Depuis juillet 2022, date d’entrée en vigueur du modèle de prescription en psychothérapie psychologique, les coûts liés à ces prestations ont augmenté d’environ 130 millions de francs par an. Concrètement, ils sont passés de 528 millions de francs en 2021 à 922 millions de francs en 2024.
Pour le conseiller national valaisan Philippe Nantermod (PLR), une telle évolution n’est pas concevable dans un système déjà soumis à une forte pression.
Il demande donc, par une motion, que la psychothérapie psychologique soit à nouveau retirée du catalogue des prestations de l’assurance obligatoire des soins (AOS).
Psychothérapie et soins dentaires: même panier?

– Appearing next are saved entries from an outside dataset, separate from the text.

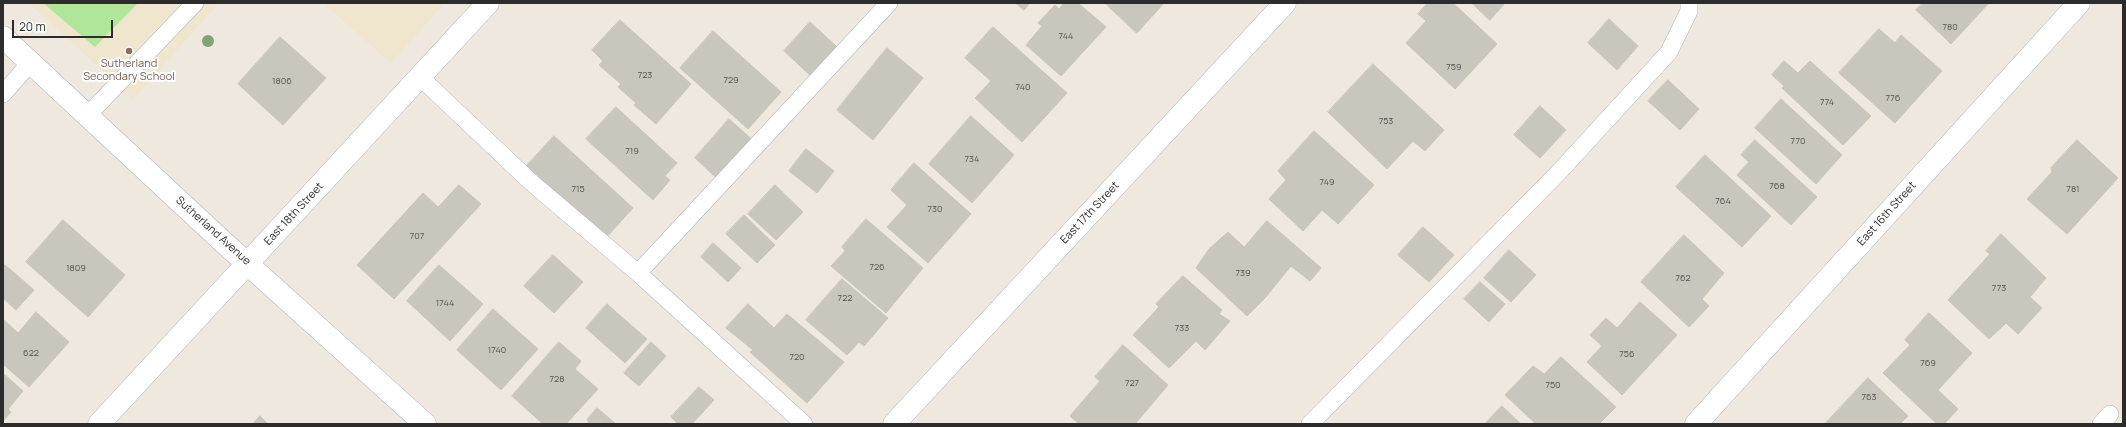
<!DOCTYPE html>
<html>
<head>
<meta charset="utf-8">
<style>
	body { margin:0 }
	#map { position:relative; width:2126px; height:427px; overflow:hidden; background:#eee8de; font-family:Manrope,sans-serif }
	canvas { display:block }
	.frame { position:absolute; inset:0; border:4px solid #2c2c2c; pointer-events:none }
	.scale { position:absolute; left:12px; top:20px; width:101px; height:18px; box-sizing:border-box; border:2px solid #2c2c2c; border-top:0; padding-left:5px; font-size:12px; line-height:14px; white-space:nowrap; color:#2c2c2c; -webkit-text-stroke:3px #fff; paint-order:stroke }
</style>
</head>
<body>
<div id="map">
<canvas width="2126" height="427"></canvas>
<div class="frame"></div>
<div class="scale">20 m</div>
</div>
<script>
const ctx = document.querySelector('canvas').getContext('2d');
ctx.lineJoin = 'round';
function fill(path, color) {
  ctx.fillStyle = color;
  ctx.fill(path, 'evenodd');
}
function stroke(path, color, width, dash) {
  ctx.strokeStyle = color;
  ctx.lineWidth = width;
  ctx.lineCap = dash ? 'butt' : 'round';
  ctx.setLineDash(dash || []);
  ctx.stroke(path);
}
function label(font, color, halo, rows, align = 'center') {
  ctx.font = font + ' Manrope,sans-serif';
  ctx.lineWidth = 4;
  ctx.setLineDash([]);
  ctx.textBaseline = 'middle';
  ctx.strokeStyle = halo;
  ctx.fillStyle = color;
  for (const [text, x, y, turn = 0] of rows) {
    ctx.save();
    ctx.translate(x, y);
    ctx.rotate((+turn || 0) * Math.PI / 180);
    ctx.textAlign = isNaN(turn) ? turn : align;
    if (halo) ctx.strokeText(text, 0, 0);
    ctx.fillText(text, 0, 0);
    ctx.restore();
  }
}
const education = new Path2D(`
	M 29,3 L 219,3 L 133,99 Z
	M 323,3 L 445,3 L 391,63 Z`);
const green = new Path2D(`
	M 43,3 L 138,3 L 95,47 Z`);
const building = new Path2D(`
	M 1016,3 L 1030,3 L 1024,10 Z
	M 1064,3 L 1078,3 L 1106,27 L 1061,76 L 1026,45 L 1042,26 L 1038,23 L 1055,5 L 1059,9 Z
	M 1105,3 L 1164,3 L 1137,33 Z
	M 1428,3 L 1453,3 L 1497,44 L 1455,89 L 1406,43 L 1426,21 L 1418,14 Z
	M 1472,3 L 1505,3 L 1490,20 Z
	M 1923,3 L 1989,3 L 1951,44 L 1916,10 Z
	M 1609,19 L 1638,46 L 1617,70 L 1588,43 Z
	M 620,20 L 691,84 L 656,124 L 634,105 L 636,103 L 618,87 L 621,84 L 599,65 L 603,61 L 592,50 Z
	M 810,22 L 837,47 L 811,76 L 784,51 Z
	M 993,27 L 1067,93 L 1022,142 L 975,98 L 991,81 L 965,58 Z
	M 1879,29 L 1895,43 L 1901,35 L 1942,71 L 1895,123 L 1839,73 Z
	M 713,31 L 781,92 L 748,129 L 680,68 Z
	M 280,37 L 326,78 L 283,125 L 238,84 Z
	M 887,48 L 923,78 L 873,140 L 837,110 Z
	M 1784,61 L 1798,73 L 1810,61 L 1871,116 L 1843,145 L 1782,88 L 1784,86 L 1772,75 Z
	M 1373,64 L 1444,130 L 1425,151 L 1413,141 L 1387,169 L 1328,112 Z
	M 1668,80 L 1699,109 L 1680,130 L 1648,101 Z
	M 1781,99 L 1842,155 L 1816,184 L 1755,128 Z
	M 1540,106 L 1566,130 L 1540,158 L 1514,135 Z
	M 616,107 L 677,163 L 665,176 L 670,180 L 653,200 L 586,139 Z
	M 971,116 L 1014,155 L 972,203 L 929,164 Z
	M 729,119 L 756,143 L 721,182 L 695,158 Z
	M 1314,131 L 1374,185 L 1338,224 L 1322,210 L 1303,231 L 1269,199 L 1286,180 L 1278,171 Z
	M 554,136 L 633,208 L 603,241 L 523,170 Z
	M 1755,140 L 1817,197 L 1791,225 L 1737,175 L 1749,162 L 1741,155 Z
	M 2077,140 L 2118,178 L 2067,234 L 2027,199 L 2052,172 L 2051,168 Z
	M 806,149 L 834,171 L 817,193 L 789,171 Z
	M 1705,155 L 1771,216 L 1742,247 L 1676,187 Z
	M 914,163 L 971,214 L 928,263 L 887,227 L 907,205 L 891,190 Z
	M 459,185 L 481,204 L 394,299 L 357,265 L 423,193 L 438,207 Z
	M 775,185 L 803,212 L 776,240 L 748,214 Z
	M 744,215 L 775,245 L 757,263 L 726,234 Z
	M 866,219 L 923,268 L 886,313 L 831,266 L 845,251 L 842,247 Z
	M 63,220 L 125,275 L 88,317 L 26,262 Z
	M 1267,221 L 1321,268 L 1310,281 L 1291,266 L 1265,298 L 1247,316 L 1196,268 L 1209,249 L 1228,232 L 1244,247 Z
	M 1423,227 L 1454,255 L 1429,282 L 1398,255 Z
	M 2001,234 L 2046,278 L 2030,297 L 2042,308 L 2018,334 L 2006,323 L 1989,339 L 1948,300 L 1990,254 L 1986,251 Z
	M 1684,235 L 1724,273 L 1702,299 L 1709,306 L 1689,327 L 1641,282 Z
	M 713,243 L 741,268 L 728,282 L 701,257 Z
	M 1509,250 L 1536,275 L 1511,302 L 1484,278 Z
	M 553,255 L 583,282 L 554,313 L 524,286 Z
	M 5,265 L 34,290 L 16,310 L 3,298 L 3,267 Z
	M 439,265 L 483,304 L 450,341 L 407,301 Z
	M 1183,276 L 1222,310 L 1219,314 L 1230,321 L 1205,350 L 1196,341 L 1169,368 L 1133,335 L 1159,307 L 1156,304 Z
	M 842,279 L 888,318 L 864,346 L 859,342 L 847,355 L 806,320 Z
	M 1480,282 L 1505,304 L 1489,322 L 1464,299 Z
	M 1640,302 L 1677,335 L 1622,395 L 1587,362 L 1602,346 L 1590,335 L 1606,318 L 1617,328 Z
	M 607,304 L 647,339 L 625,363 L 586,328 Z
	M 748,304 L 774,328 L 787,314 L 844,362 L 807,403 L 750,352 L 753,350 L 726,328 Z
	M 493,309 L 538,349 L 501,390 L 457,350 Z
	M 36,312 L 69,342 L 29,387 L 3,364 L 3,319 L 18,333 Z
	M 1929,313 L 1972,353 L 1938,390 L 1958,409 L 1944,424 L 1937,424 L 1883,373 L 1910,345 L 1905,340 Z
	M 559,342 L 581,361 L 575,369 L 598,389 L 566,424 L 543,424 L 512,396 Z
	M 651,342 L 666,356 L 639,386 L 624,373 Z
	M 1123,345 L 1168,385 L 1135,424 L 1079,424 L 1070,416 L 1100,381 L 1095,377 Z
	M 1561,357 L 1616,407 L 1599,424 L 1536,424 L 1505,395 L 1533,366 L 1544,374 Z
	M 3,373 L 23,391 L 8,409 L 11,412 L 3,421 Z
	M 1868,378 L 1908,416 L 1900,424 L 1825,424 Z
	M 699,387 L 714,400 L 692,424 L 678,424 L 671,417 Z
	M 1502,406 L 1521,424 L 1485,424 Z
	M 597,408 L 616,424 L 590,424 L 587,420 Z
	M 260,416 L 268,424 L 253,424 Z`);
const lane = new Path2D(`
	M 420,77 L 532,183 L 638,273 L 889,3
	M 3,94 L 31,62
	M 88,115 L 195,3
	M 638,273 L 804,424
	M 1310,424 L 1559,172 L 1669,52 L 1689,11 L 1689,3
	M 2101,424 L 2110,414`);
const street = new Path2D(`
	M 3,37 L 221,240 L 425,424
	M 99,424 L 488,3
	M 894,424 L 1285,3
	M 1696,424 L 2079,3`);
const trees = [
	[208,41]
];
const markers = [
	[129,51,4,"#8d6e63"]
];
const numberNames = [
	["780",1950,27],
	["744",1066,36],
	["759",1454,67],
	["723",645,75],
	["729",731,80],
	["1806",282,81],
	["740",1023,87],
	["776",1893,98],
	["774",1827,102],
	["753",1386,121],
	["770",1798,141],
	["719",632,151],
	["734",972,159],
	["749",1327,182],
	["768",1777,186],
	["715",578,189],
	["781",2073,189],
	["764",1723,201],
	["730",935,209],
	["707",417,236],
	["726",877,267],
	["1809",76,268],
	["739",1243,273],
	["762",1683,278],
	["773",1999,288],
	["722",845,298],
	["1744",445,303],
	["733",1182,328],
	["1740",497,350],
	["622",31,353],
	["756",1627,354],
	["720",797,357],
	["769",1928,363],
	["728",557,379],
	["727",1132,383],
	["750",1553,385],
	["763",1869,397]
];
const educationNames = [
	["Sutherland",129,64],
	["Secondary School",129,77]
];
const streetNames = [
	["East 17th Street",1090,213,-47],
	["East 18th Street",294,214,-47],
	["East 16th Street",1887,214,-48],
	["Sutherland Avenue",213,231,42]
];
fill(education, '#f0e6ce');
fill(green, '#b0e69a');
fill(building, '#c9c6bd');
stroke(building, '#cac4b8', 1);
stroke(lane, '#b2b4c0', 18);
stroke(street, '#b2b4c0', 23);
stroke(lane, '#fff', 17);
stroke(street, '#fff', 22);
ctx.fillStyle = '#80a472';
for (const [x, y] of trees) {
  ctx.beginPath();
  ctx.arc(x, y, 6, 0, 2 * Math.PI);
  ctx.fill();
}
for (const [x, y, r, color] of markers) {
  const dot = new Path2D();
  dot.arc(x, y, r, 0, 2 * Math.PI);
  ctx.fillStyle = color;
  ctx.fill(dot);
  stroke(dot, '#fff', 1.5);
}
label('9px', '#535250', null, numberNames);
label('11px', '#785e54', '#fff', educationNames);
label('11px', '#2c2c2c', '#fff', streetNames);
</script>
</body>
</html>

L’avocat valaisan ne souhaite certes pas remettre en question la pertinence clinique de la psychothérapie, mais il appelle à clarifier une question précise: les prestations psychothérapeutiques doivent-elles continuer à être financées par l’ensemble des payeurs de primes, conformément au principe de solidarité, ou les coûts pourraient-ils être supportés autrement?
Ainsi, à l’instar des traitements dentaires, les psychothérapies pourraient, selon lui, être prises en charge par d’autres types d'assurance, telles que les assurances complémentaires, l’assurance-accidents, l’assurance-invalidité ou l’assurance militaire, selon les cas.
L'avis du Conseil fédéral
Sans surprise, le Conseil fédéral a rejeté l’intervention du parlementaire PLR. Dans une prise de position du 11 février 2026, il souligne que la nouvelle réglementation de la psychothérapie psychologique dans le cadre de l’AOS doit permettre d’améliorer la prise en charge des personnes atteintes de troubles psychiques.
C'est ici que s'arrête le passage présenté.